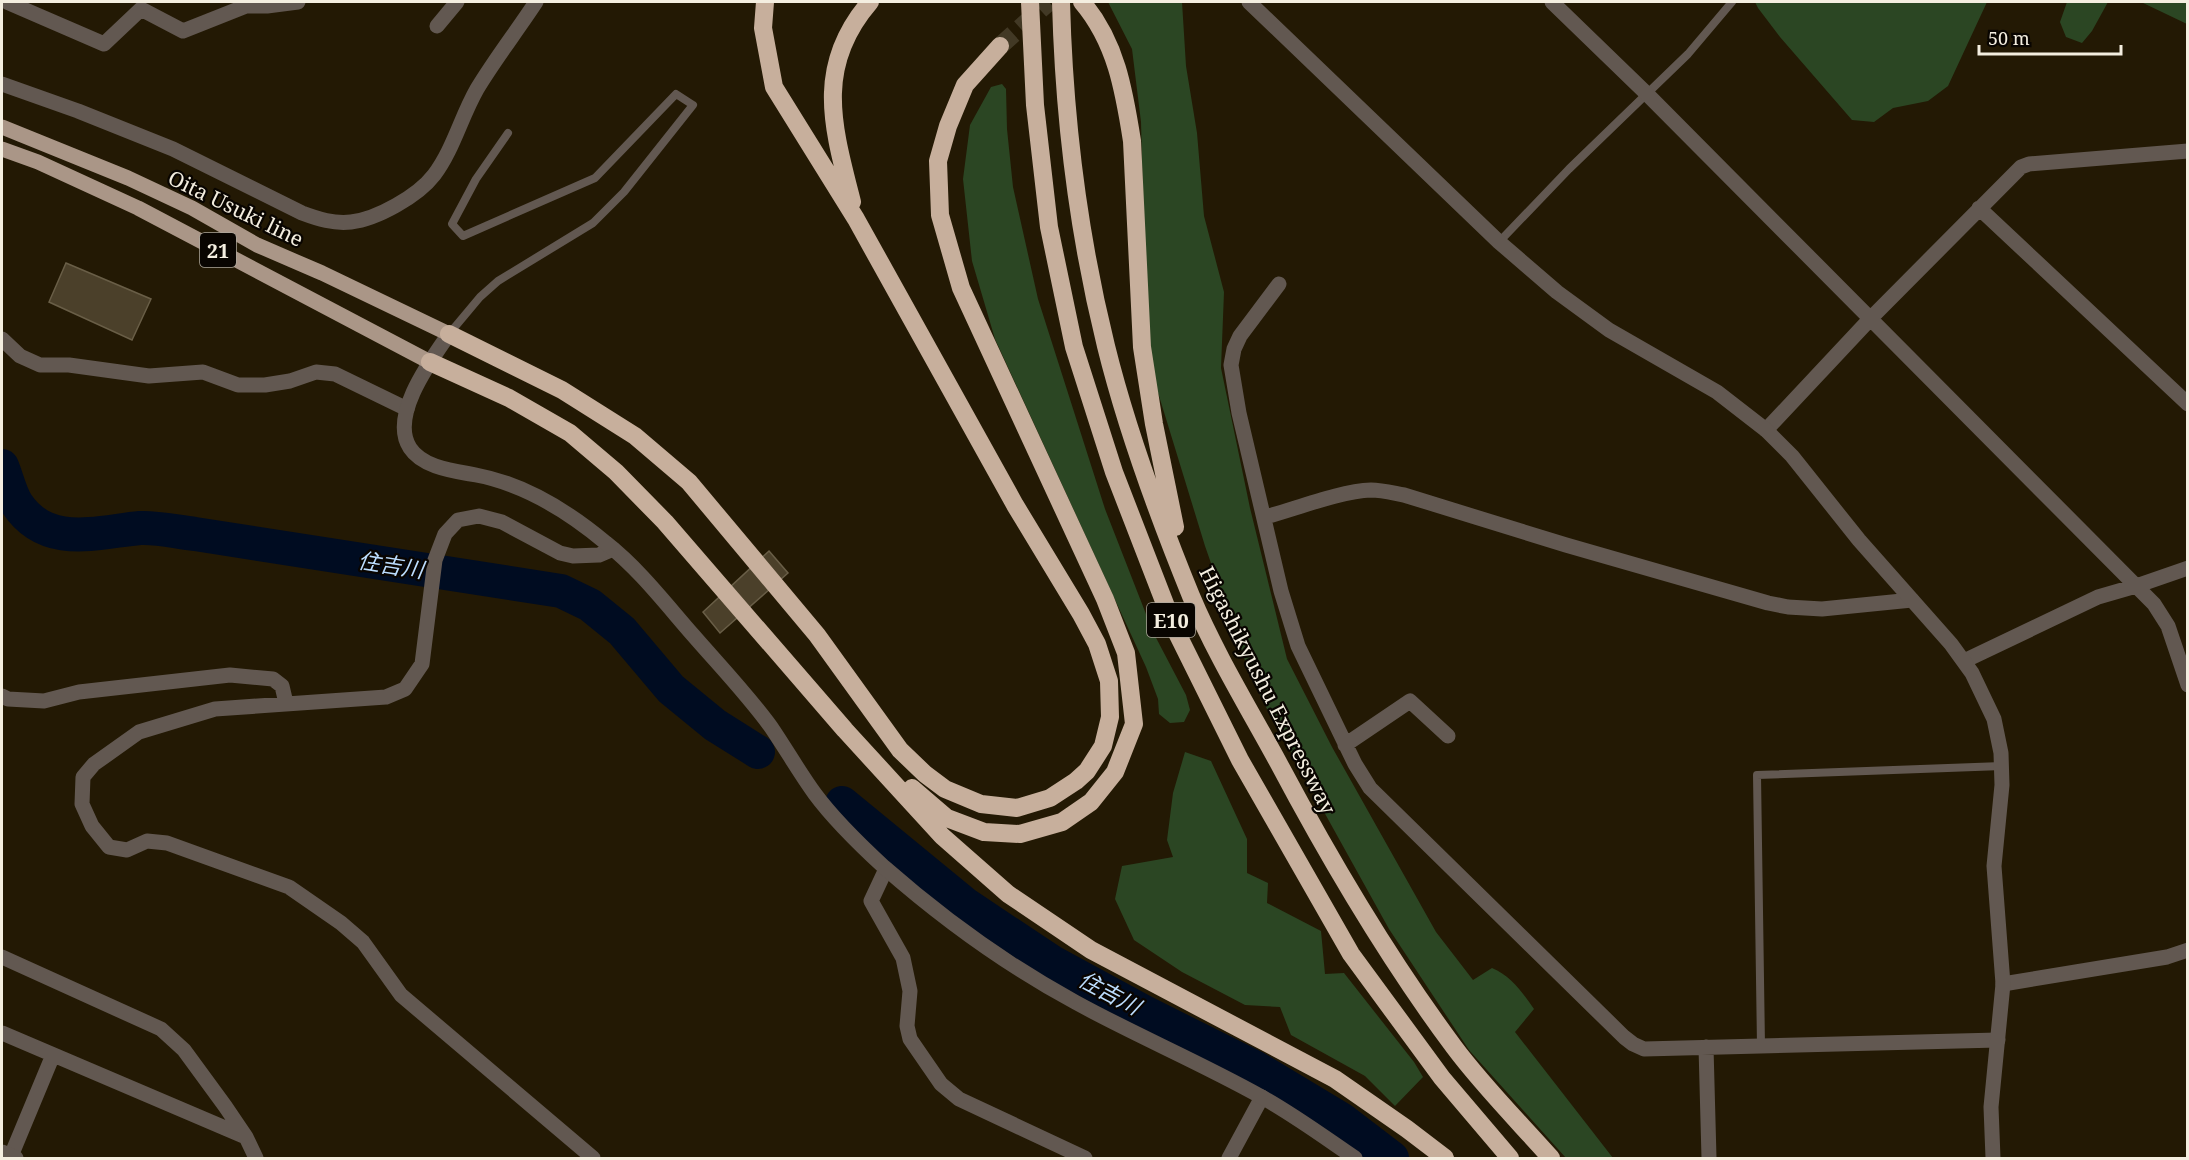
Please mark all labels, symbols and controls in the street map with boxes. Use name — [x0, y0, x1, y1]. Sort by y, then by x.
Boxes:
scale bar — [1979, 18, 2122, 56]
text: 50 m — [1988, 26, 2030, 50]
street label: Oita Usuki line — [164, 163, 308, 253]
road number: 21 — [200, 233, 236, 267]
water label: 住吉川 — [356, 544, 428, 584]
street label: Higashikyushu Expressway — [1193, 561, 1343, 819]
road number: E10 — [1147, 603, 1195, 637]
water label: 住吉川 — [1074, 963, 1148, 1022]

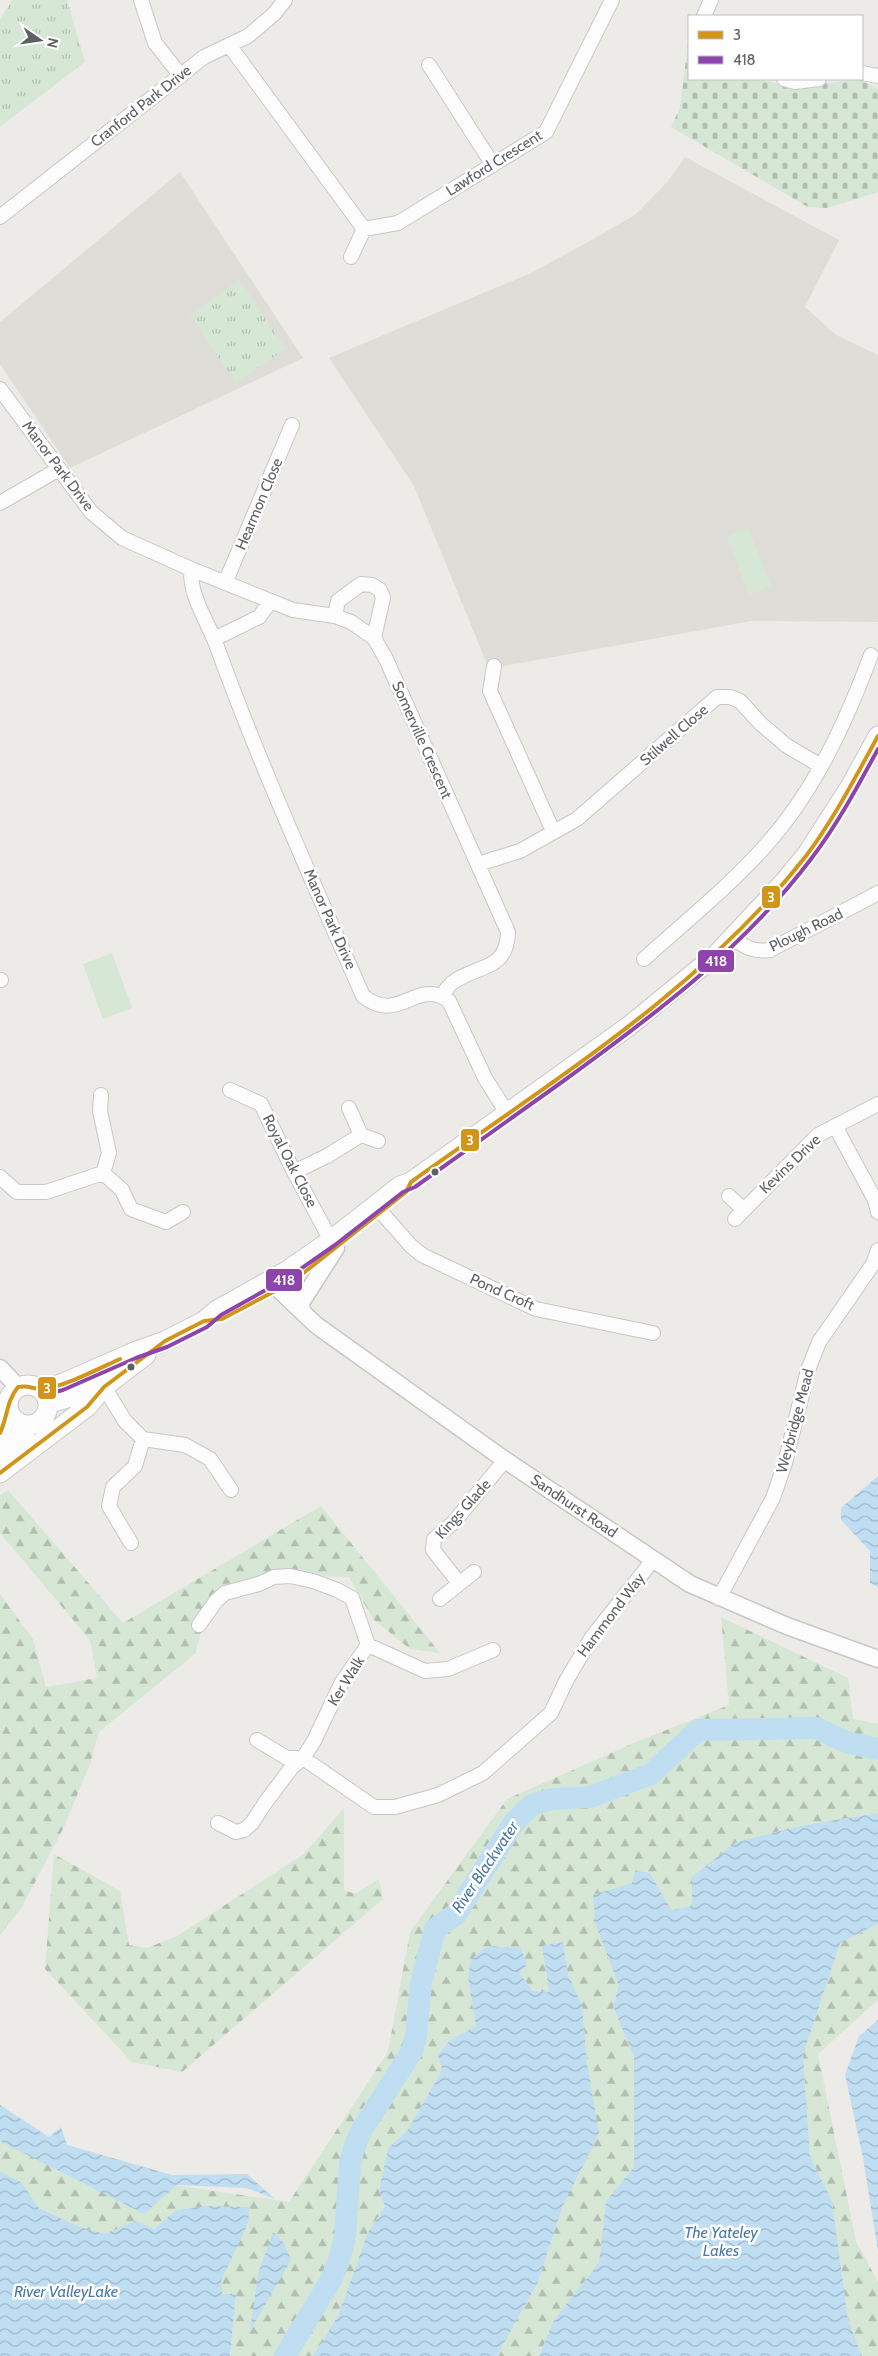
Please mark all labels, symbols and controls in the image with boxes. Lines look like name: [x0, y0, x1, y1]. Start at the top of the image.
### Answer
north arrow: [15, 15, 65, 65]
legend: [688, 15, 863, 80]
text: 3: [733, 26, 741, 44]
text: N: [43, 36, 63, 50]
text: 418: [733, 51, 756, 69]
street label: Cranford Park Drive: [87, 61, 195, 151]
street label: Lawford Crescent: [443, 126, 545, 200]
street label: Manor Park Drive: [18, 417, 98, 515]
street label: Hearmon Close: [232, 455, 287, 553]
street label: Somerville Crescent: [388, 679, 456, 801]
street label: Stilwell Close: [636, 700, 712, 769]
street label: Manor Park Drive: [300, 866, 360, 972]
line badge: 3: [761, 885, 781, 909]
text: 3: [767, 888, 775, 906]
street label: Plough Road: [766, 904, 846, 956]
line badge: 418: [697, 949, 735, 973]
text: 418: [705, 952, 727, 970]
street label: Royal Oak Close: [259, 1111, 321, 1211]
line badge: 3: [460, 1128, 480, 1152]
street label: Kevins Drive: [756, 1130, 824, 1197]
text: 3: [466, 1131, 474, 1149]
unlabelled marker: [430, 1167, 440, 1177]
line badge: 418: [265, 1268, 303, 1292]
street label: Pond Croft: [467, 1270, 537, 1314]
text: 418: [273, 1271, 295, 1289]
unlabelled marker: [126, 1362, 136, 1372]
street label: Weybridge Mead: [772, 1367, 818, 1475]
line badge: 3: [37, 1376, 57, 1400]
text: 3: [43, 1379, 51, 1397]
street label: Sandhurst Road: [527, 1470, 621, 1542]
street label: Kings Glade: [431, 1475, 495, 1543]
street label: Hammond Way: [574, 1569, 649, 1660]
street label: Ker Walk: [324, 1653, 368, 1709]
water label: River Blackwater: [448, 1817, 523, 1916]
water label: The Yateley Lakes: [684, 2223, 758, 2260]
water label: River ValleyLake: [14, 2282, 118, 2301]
*****
Aim of the exercise
The result should be every line of the data, reproduced exactly, with the images removed.

Exercise answer
Please mark all labels, symbols and controls in the street map with boxes. Use name — [x0, y0, x1, y1]. Sort by y, then by x.
Boxes:
scale bar — [1979, 18, 2122, 56]
text: 50 m — [1988, 26, 2030, 50]
street label: Oita Usuki line — [164, 163, 308, 253]
road number: 21 — [200, 233, 236, 267]
water label: 住吉川 — [356, 544, 428, 584]
street label: Higashikyushu Expressway — [1193, 561, 1343, 819]
road number: E10 — [1147, 603, 1195, 637]
water label: 住吉川 — [1074, 963, 1148, 1022]

Please mark all labels, symbols and controls in the image with boxes. Lines look like name: [x0, y0, x1, y1]. Start at the top of the image.
### Answer
north arrow: [15, 15, 65, 65]
legend: [688, 15, 863, 80]
text: 3: [733, 26, 741, 44]
text: N: [43, 36, 63, 50]
text: 418: [733, 51, 756, 69]
street label: Cranford Park Drive: [87, 61, 195, 151]
street label: Lawford Crescent: [443, 126, 545, 200]
street label: Manor Park Drive: [18, 417, 98, 515]
street label: Hearmon Close: [232, 455, 287, 553]
street label: Somerville Crescent: [388, 679, 456, 801]
street label: Stilwell Close: [636, 700, 712, 769]
street label: Manor Park Drive: [300, 866, 360, 972]
line badge: 3: [761, 885, 781, 909]
text: 3: [767, 888, 775, 906]
street label: Plough Road: [766, 904, 846, 956]
line badge: 418: [697, 949, 735, 973]
text: 418: [705, 952, 727, 970]
street label: Royal Oak Close: [259, 1111, 321, 1211]
line badge: 3: [460, 1128, 480, 1152]
street label: Kevins Drive: [756, 1130, 824, 1197]
text: 3: [466, 1131, 474, 1149]
unlabelled marker: [430, 1167, 440, 1177]
line badge: 418: [265, 1268, 303, 1292]
street label: Pond Croft: [467, 1270, 537, 1314]
text: 418: [273, 1271, 295, 1289]
unlabelled marker: [126, 1362, 136, 1372]
street label: Weybridge Mead: [772, 1367, 818, 1475]
line badge: 3: [37, 1376, 57, 1400]
text: 3: [43, 1379, 51, 1397]
street label: Sandhurst Road: [527, 1470, 621, 1542]
street label: Kings Glade: [431, 1475, 495, 1543]
street label: Hammond Way: [574, 1569, 649, 1660]
street label: Ker Walk: [324, 1653, 368, 1709]
water label: River Blackwater: [448, 1817, 523, 1916]
water label: The Yateley Lakes: [684, 2223, 758, 2260]
water label: River ValleyLake: [14, 2282, 118, 2301]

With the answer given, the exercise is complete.